At launch, the optimized engine is a domain-level setting selected at creation time. You can’t add the optimized engine to an existing domain or enable it on individual indices or fields within a general-purpose domain. To adopt the optimized engine, create a new domain and migrate your ingestion pipelines to it.

Create a new domain in the Amazon OpenSearch Service console and select Observability as your use case. The optimized engine is enabled by default. The console provides a side-by-side comparison of capabilities to help you choose.

Amazon OpenSearch Service console showing the Observability use case selected with a side-by-side comparison of engine capabilities

After your domain is ready, ingest JSON documents through the same Bulk API and client libraries you use today. No changes to your ingestion pipelines or application code are required.

Benefits of the optimized engine for log analytics

The optimized engine for log analytics introduces the following performance and cost improvements:

Up to 4x better price-performance compared to the existing general-purpose engine on internal benchmarks, while retaining full-text search for incident investigation.
Up to 2x faster analytical queries. The engine uses a vectorized query execution path that processes data in columnar batches for fast results across large datasets.
Up to 2x higher ingestion throughput. The append-only columnar write path increases sustained ingestion rates.
Up to 70 percent lower storage with columnar storage for aggregation workloads. You can retain up to 3x more data at the same cost.

To demonstrate these improvements, we benchmarked observability workloads at billion-document scale. In the following sections, we explore the benchmark methodology, test environment, and results. We recommend testing the optimized engine with your own workload to validate the gains for your use case.

Benchmark methodology

We used the Telemetry Generator for OpenTelemetry to generate synthetic traces and logs at scale, producing three observability datasets: OTEL traces, OTEL logs, and web server access logs. We stored the generated data as bulk-format NDJSON in Amazon Simple Storage Service (Amazon S3). We then ingested it through a pipeline on Amazon Elastic Container Service (Amazon ECS) with AWS Fargate. The pipeline reads chunks from Amazon S3, transforms timestamps, and writes to the OpenSearch Bulk API, simulating a production observability flow.

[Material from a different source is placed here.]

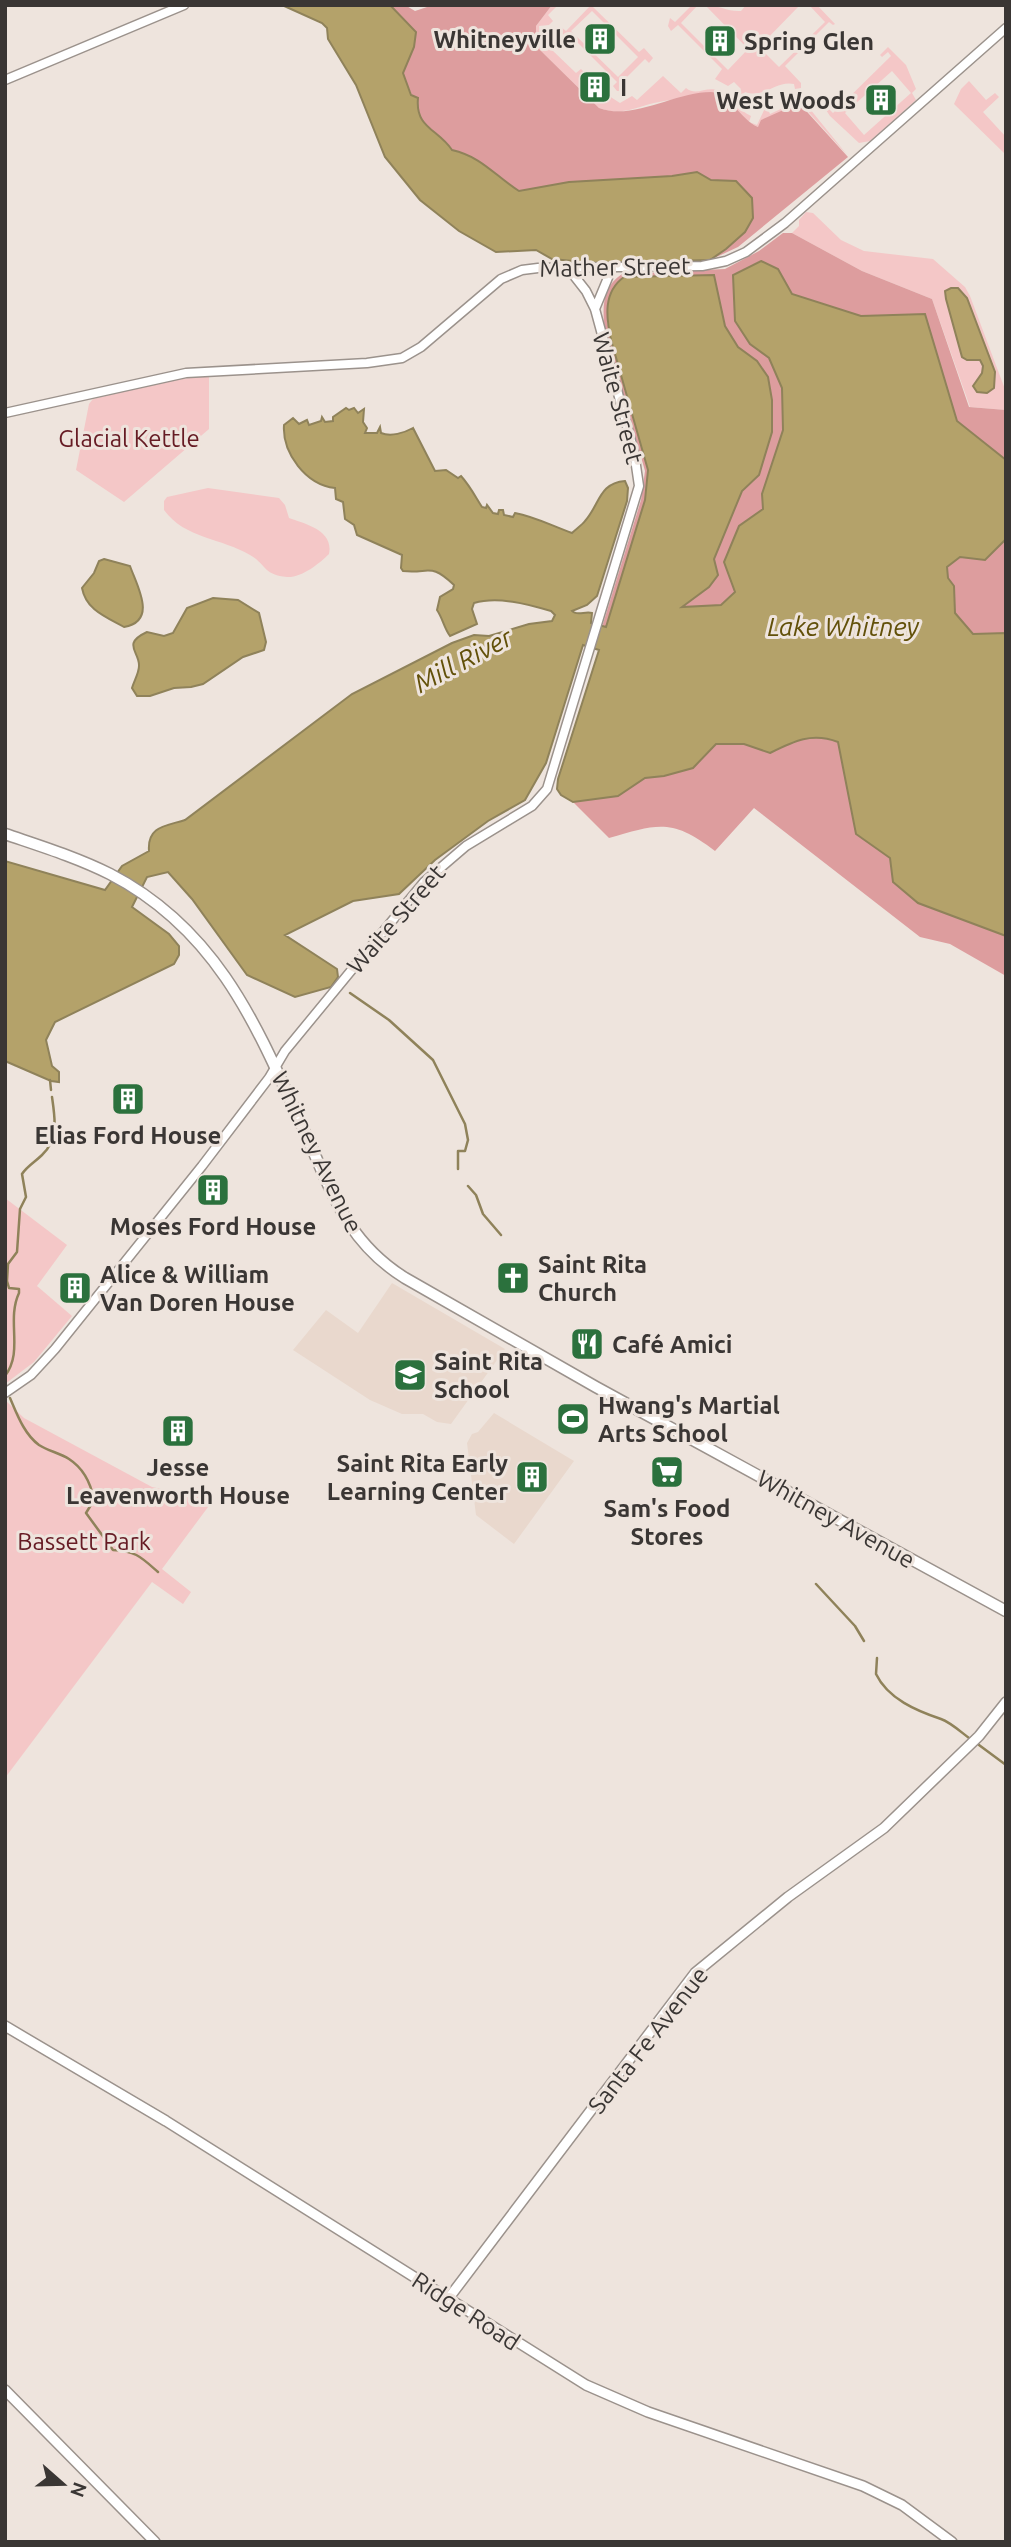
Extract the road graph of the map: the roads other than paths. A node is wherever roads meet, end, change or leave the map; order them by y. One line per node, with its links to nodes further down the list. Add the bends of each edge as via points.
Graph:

We benchmarked on two OpenSearch Service domains running OpenSearch 3.5, each with 9 data nodes in a 3-Availability Zone configuration:

Configuration	Optimized Engine	Standard Lucene
Instance type	9x or2.4xlarge.search	9x r8g.4xlarge.search
Leader nodes	3x m7g.large.search	3x m7g.large.search
EBS	2,500 GB gp3, 7,500 IOPS, 500 MB/s per node	2,500 GB gp3, 7,500 IOPS, 500 MB/s per node
Engine mode	OPTIMIZED	General Purpose

We ingested three data sets totaling 24.4 billion documents and 9.5 TB of raw JSON. All indices used 9 primary shards, 1 replica, and Index State Management (ISM)-managed rollover at 50 GB per primary shard. The Lucene baseline had _source enabled, representing the default customer configuration.

The ingestion pipeline ran on 90 Fargate tasks (16 vCPU, 120 GB RAM each, 48 writer threads per task, bulk size of 3,000 documents) in the same virtual private cloud (VPC) as the OpenSearch Service domains.

Results

Ingestion throughput

The optimized engine’s append-only columnar storage writes segments in bulk-optimized batches without per-document stored field overhead.

Metric	Optimized Engine	Lucene Baseline
Peak throughput	1.78M docs/sec	~647K docs/sec
Cluster CPU at peak	62%	72%
Write rejections	0	0
Total documents ingested	24.4 billion	15.7 billion

The optimized engine sustained 1.78 million documents per second at matched concurrency, approximately 2x the throughput of the Lucene baseline, while consuming less CPU. Both domains ran with zero write rejections. For teams ingesting terabytes per day, the throughput advantage translates to fewer nodes for the same volume, or longer retention on the same infrastructure.

Storage compression

The columnar Parquet format compresses observability data through dictionary encoding of repeated fields, tight packing of numeric columns, and elimination of per-document JSON overhead.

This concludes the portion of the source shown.